Toshiba has been looking to sell its chip business for quite some time now, and has been shopping around looking for buyers. And now according to sources of Reuters, it appears that it may have a buyer – which is a consortium that includes Western Digital. In addition to Western Digital, this consortium does also include a private equity firm from the US, KKR & CO. As well as Innovation Network Corp of Japan and the Development Bank of Japan, of which will offer 300 billion yen each, of the 1.9 trillion yen the consortium is offering Toshiba. There are also some other Japanese firms that will be investing around 50 billion yen each, and this is to ensure that around 60% of the company is controlled by domestic firms.

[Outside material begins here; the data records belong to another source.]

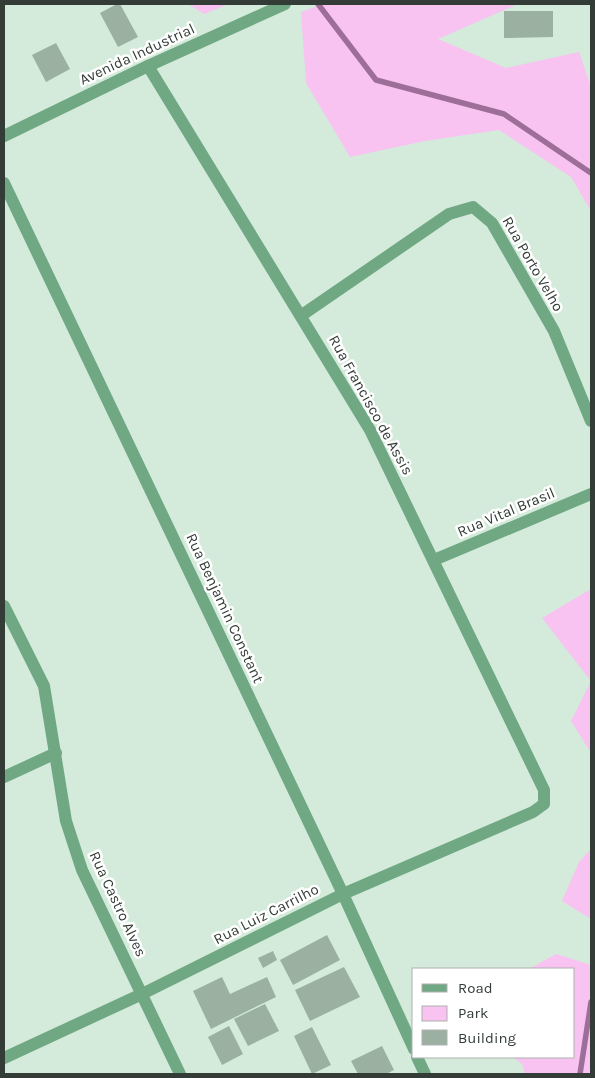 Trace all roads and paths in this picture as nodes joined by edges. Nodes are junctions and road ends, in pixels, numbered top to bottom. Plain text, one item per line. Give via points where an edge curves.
1 (285, 4) edge
2 (148, 66) junction
3 (4, 136) edge
4 (4, 183) edge
5 (302, 316) junction
6 (591, 421) edge
7 (591, 494) edge
8 (434, 560) junction
9 (4, 606) edge
10 (56, 753) junction
11 (4, 776) edge
12 (544, 804) joint
13 (343, 894) junction
14 (142, 994) junction
15 (412, 1045) edge
16 (4, 1058) edge
17 (417, 1058) edge
18 (180, 1074) edge
19 (425, 1074) edge

1 - 2 street, Avenida Industrial
2 - 3 street, Avenida Industrial
2 - 5 street, Rua Francisco de Assis
4 - 13 street, Rua Benjamin Constant
5 - 6 street, Rua Porto Velho via 449,214 473,207 492,223 554,331
5 - 8 street, Rua Francisco de Assis via 370,430
7 - 8 street, Rua Vital Brasil
8 - 12 street, Rua Francisco de Assis via 544,790
9 - 10 street, Rua Castro Alves via 44,686
10 - 11 street
10 - 14 street, Rua Castro Alves via 66,821 82,870
12 - 13 street, Rua Luiz Carrilho via 533,812
13 - 14 street, Rua Luiz Carrilho
13 - 15 street, Rua Benjamin Constant
14 - 16 street, Rua Luiz Carrilho
14 - 18 street, Rua Castro Alves
17 - 19 street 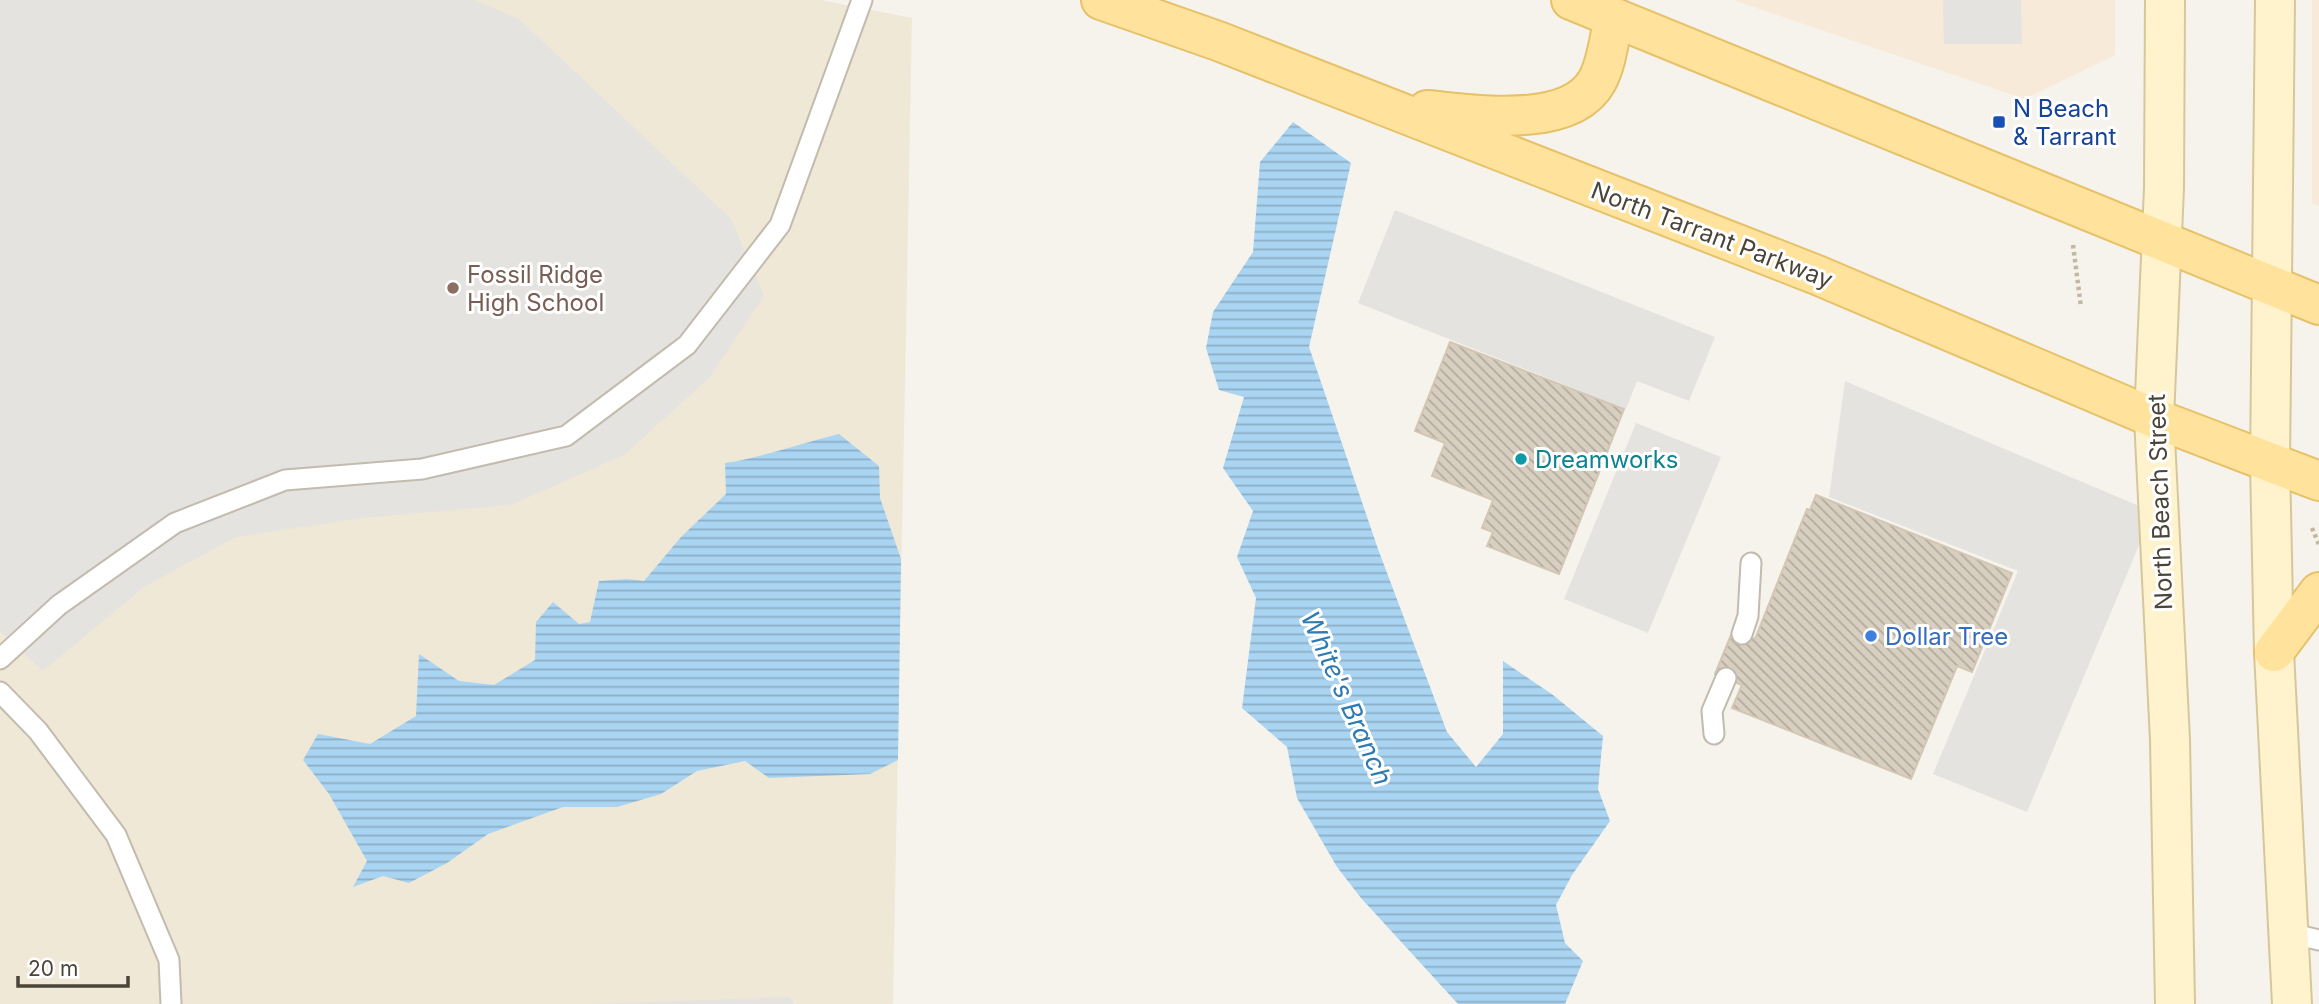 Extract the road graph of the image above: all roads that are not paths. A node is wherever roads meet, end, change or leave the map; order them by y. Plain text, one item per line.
1 (862, 0) edge
2 (1101, 0) edge
3 (1571, 0) edge
4 (2165, 0) edge
5 (2275, 0) edge
6 (1614, 18) junction
7 (1383, 106) junction
8 (2161, 243) junction
9 (2272, 286) junction
10 (2319, 305) edge
11 (2154, 418) junction
12 (2270, 463) junction
13 (2315, 499) edge
14 (1751, 563) dead end
15 (2319, 592) edge
16 (1742, 634) dead end
17 (2274, 652) junction
18 (0, 659) edge
19 (1726, 678) dead end
20 (0, 692) edge
21 (1714, 734) dead end
22 (2304, 937) edge
23 (171, 1004) edge
24 (2175, 1004) edge
25 (2292, 1004) edge

1 - 18 lane
2 - 7 main road, North Tarrant Parkway
3 - 6 main road
4 - 8 main road, North Beach Street
5 - 9 main road
6 - 7 main road
6 - 8 main road
7 - 11 main road, North Tarrant Parkway
8 - 9 main road
8 - 11 main road, North Beach Street
9 - 10 main road
9 - 12 main road
11 - 12 main road, North Tarrant Parkway
11 - 24 main road, North Beach Street
12 - 13 main road, North Tarrant Parkway
12 - 17 main road
14 - 16 lane
15 - 17 main road
17 - 22 main road
19 - 21 lane
20 - 23 lane
22 - 25 main road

Toshiba has been shopping its memory chip business around to sell to help offset the losses that its US nuclear business has suffered as of late. This is a big deal for Toshiba and other companies in the memory chip business like Western Digital, seeing as Toshiba has the biggest market share. As expected, there has been a lot of buyers interested in picking up the chip business from Toshiba, but so far no one has made a deal that Toshiba has been unable to refuse. Toshiba still has not commented on this proposed deal here – but it’s also important to remember that Toshiba cannot comment until the deal is official, or it could face more legal issues.

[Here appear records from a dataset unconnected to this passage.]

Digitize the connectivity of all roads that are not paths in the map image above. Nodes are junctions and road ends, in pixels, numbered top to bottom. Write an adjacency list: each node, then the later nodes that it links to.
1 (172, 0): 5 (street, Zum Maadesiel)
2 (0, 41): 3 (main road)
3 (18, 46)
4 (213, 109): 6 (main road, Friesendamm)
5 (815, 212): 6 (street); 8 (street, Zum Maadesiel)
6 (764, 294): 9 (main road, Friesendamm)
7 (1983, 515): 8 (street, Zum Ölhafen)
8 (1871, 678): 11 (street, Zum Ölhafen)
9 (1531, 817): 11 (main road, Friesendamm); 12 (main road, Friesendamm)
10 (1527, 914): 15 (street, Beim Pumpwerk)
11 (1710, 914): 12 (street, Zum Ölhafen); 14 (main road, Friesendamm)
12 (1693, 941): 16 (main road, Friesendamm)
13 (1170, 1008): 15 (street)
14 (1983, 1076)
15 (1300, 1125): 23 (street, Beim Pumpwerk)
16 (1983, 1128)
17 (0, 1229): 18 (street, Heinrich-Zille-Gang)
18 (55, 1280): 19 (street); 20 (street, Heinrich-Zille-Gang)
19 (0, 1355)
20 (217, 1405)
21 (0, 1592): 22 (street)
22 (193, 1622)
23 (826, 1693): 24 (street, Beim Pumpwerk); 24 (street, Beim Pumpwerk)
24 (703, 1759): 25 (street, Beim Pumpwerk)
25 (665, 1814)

The company is looking to settle in with a buyer by the end of this month. Since a deal would take about 6 months or more for the regulatory process to complete and the sale be approved, Toshiba needs to get it sorted by the end of August, or it’ll take a huge hit on its earnings. That is obviously something that no publicly-traded company wants to do. For Toshiba this is a big deal because it does not want to report negative net worth or have liabilities exceeding assets for a second year in a row, as that could result in Toshiba being delisted from the Tokyo Stock Exchange. Toshiba’s fiscal year ends in March.